The catalogue for the exhibition had a somewhat idiosyncratic layout. The title page was followed by a list of contributing artists (Exposants) accompanied by a Gauguin drawing titled Aux Rochers noires. The drawing was a conflation of two of his exhibited paintings, Breton Eve and In the Waves. The next double-page lists Gauguin's contribution (nos. 31–47) and reproduces Gauguin's Les Faneuses, and the one following Schuffenecker's list (nos. 55–67, 78, 69–73, 83) together with Ramasseuses de varech (Yport).

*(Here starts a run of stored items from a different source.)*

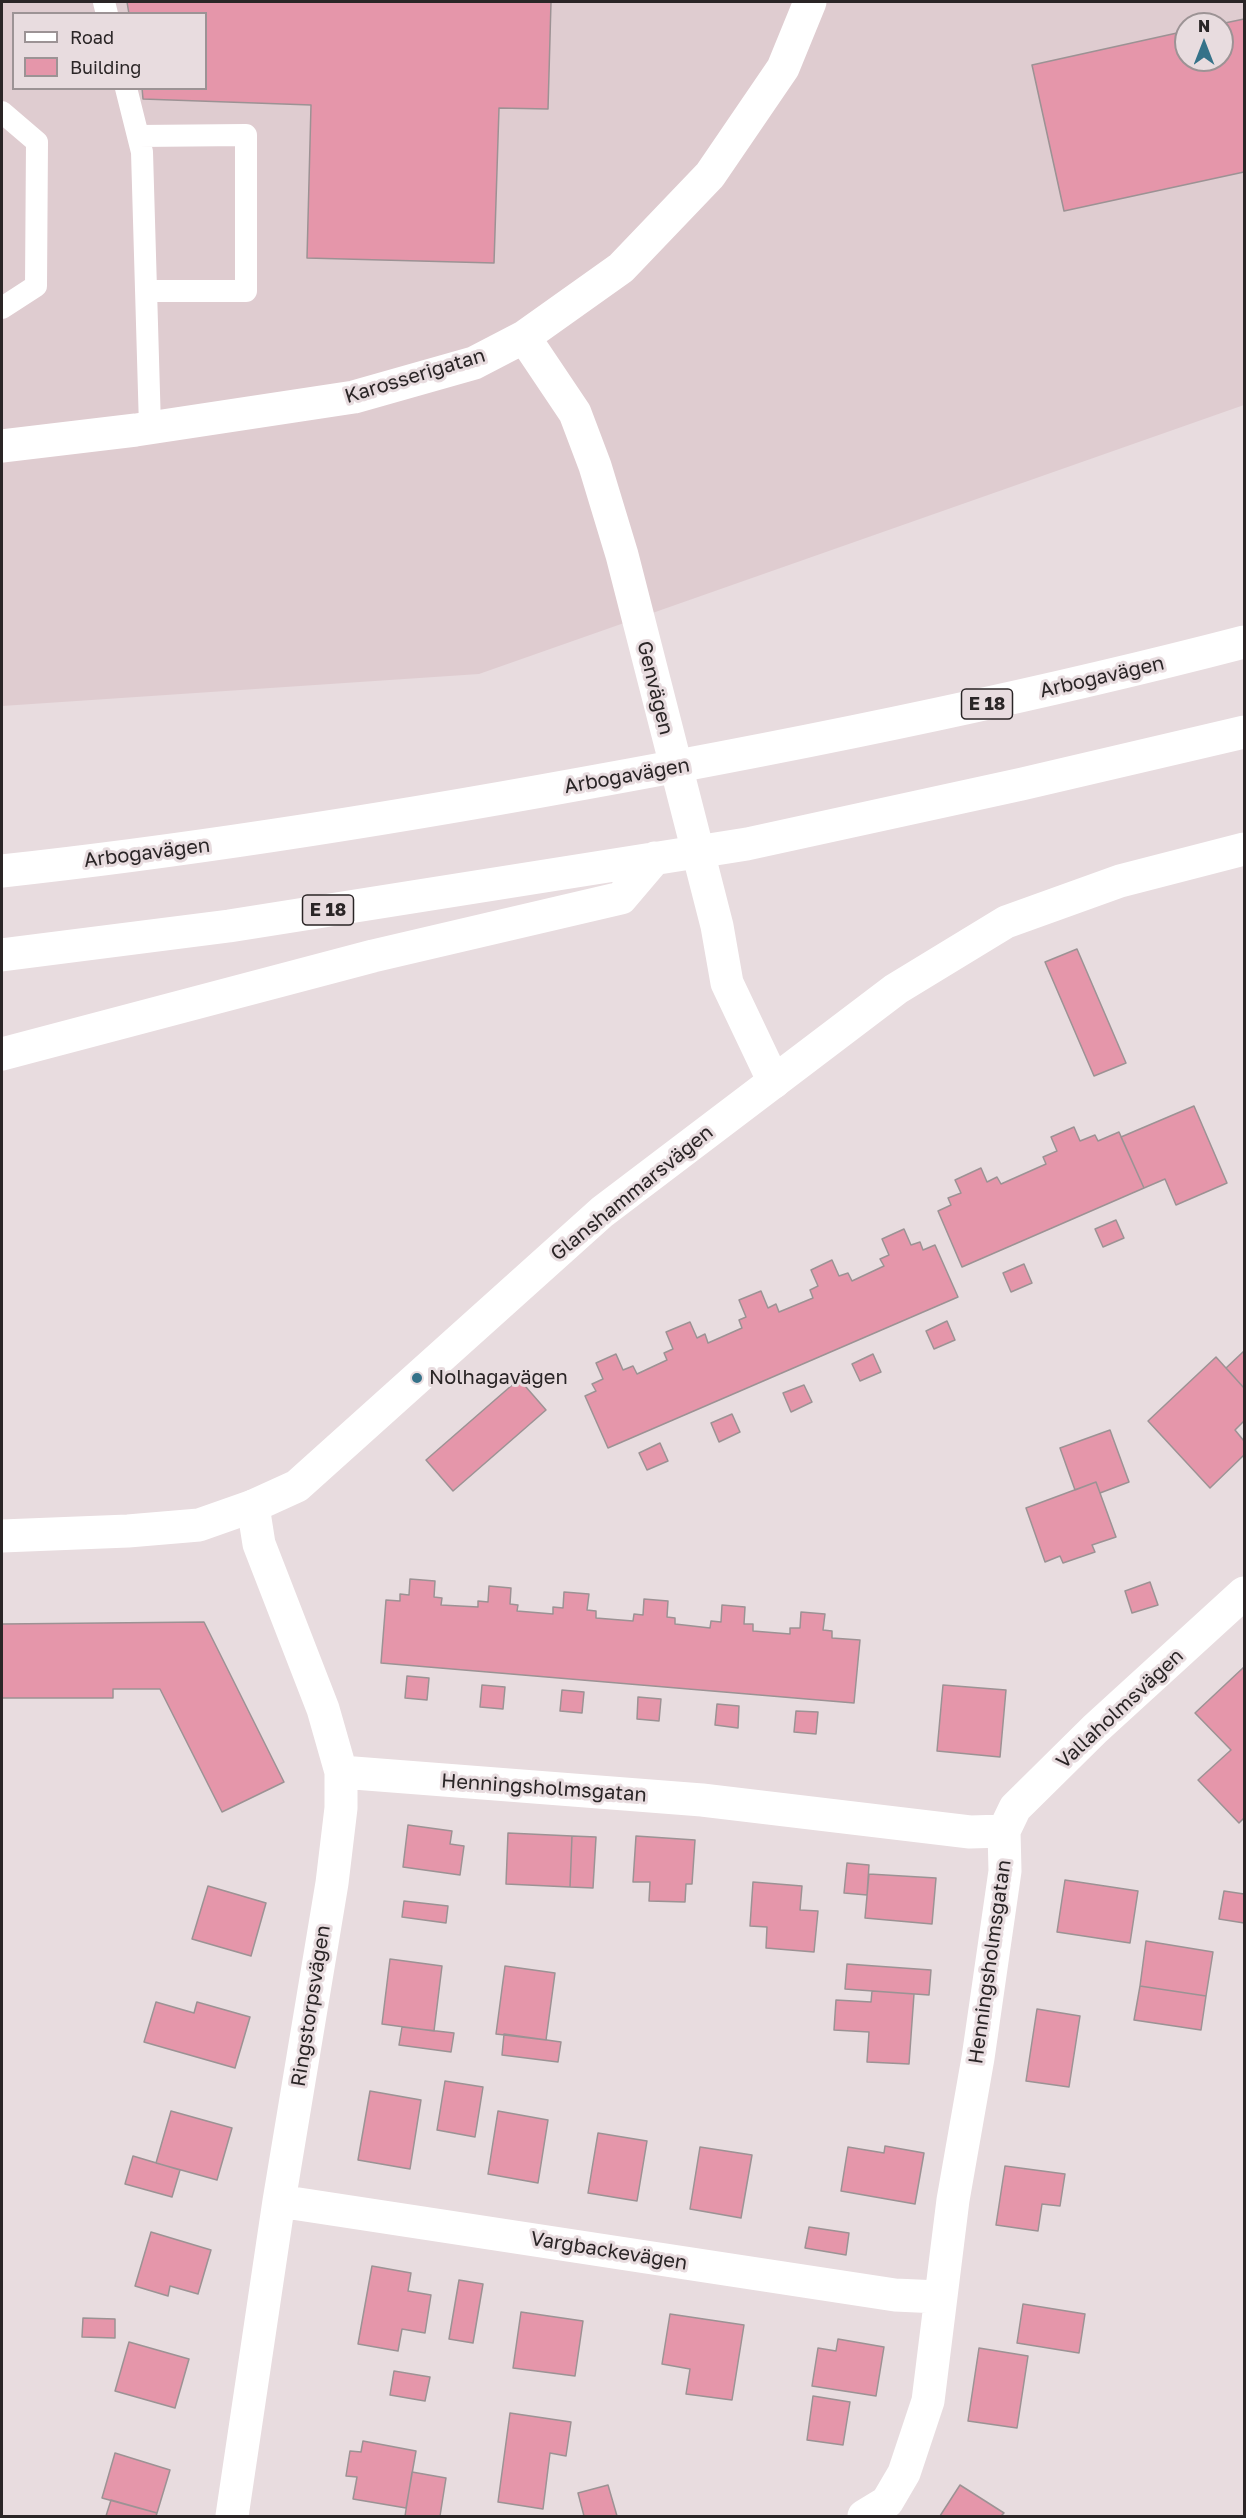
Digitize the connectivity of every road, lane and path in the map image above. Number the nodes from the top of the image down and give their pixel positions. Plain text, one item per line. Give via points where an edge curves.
1 (810, 2) edge
2 (126, 90) edge
3 (2, 112) edge
4 (138, 136) junction
5 (146, 291) junction
6 (2, 308) edge
7 (524, 338) junction
8 (150, 427) junction
9 (2, 446) edge
10 (1245, 642) edge
11 (1245, 732) edge
12 (1245, 849) edge
13 (655, 858) junction
14 (2, 871) edge
15 (2, 955) edge
16 (2, 1054) edge
17 (774, 1082) junction
18 (254, 1506) junction
19 (2, 1536) edge
20 (1245, 1593) edge
21 (341, 1772) junction
22 (1004, 1832) junction
23 (279, 2201) junction
24 (939, 2297) junction
25 (232, 2517) edge
26 (864, 2517) edge

1 - 7 main road, Karosserigatan via 783,68 710,175 621,268
2 - 4 lane
3 - 6 lane via 37,142 36,286
4 - 5 lane via 142,152
4 - 5 lane via 246,135 246,291
5 - 8 lane
7 - 8 main road, Karosserigatan via 474,363 354,397
7 - 17 main road, Genvägen via 575,413 595,466 622,555 717,926 727,983
8 - 9 main road, Karosserigatan
10 - 14 main road, Arbogavägen / E 18 via 998,701 728,758 390,818
11 - 13 main road, E 18 via 747,844
12 - 17 main road, Glanshammarsvägen via 1120,881 1006,922 896,989
13 - 15 main road, E 18 via 229,926
13 - 16 main road via 621,898 373,956
17 - 18 main road, Glanshammarsvägen via 602,1212 297,1486
18 - 19 main road, Glanshammarsvägen via 199,1525
18 - 21 main road, Ringstorpsvägen via 259,1544 323,1709
20 - 22 main road, Vallaholmsvägen via 1095,1729 1015,1808
21 - 22 main road, Henningsholmsgatan via 702,1800 970,1832
21 - 23 main road, Ringstorpsvägen via 332,1883
22 - 24 main road, Henningsholmsgatan via 1005,1871
23 - 24 main road, Vargbackevägen via 895,2295
23 - 25 main road, Ringstorpsvägen
24 - 26 main road, Henningsholmsgatan via 928,2401 904,2473 887,2502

Émile Bernard continues (nos. 7-19bis, 75–88), illustrated by Reverie. Now, Louis Anquetin (Nos. 1-6bis) precedes Louis Roy (nos. 49-54bis) and an illustration of his Gardeur de cochons. Léon Fauché (nos. 22, 23, 25, 26, 28) and a reproduction of his Paysan occupies the next two pages, Charles Laval (nos. 84, 85, 89–96) and George Daniel (nos. 20-21bis) continue; Femme lisant of the latter is illustrated. The two final pages of the catalogue list two works by Ludovic Némo (nos. 74, 87) accompanied by an untitled reproduction, and note that an album of lithographs by Bernard and Gauguin can be seen on demand.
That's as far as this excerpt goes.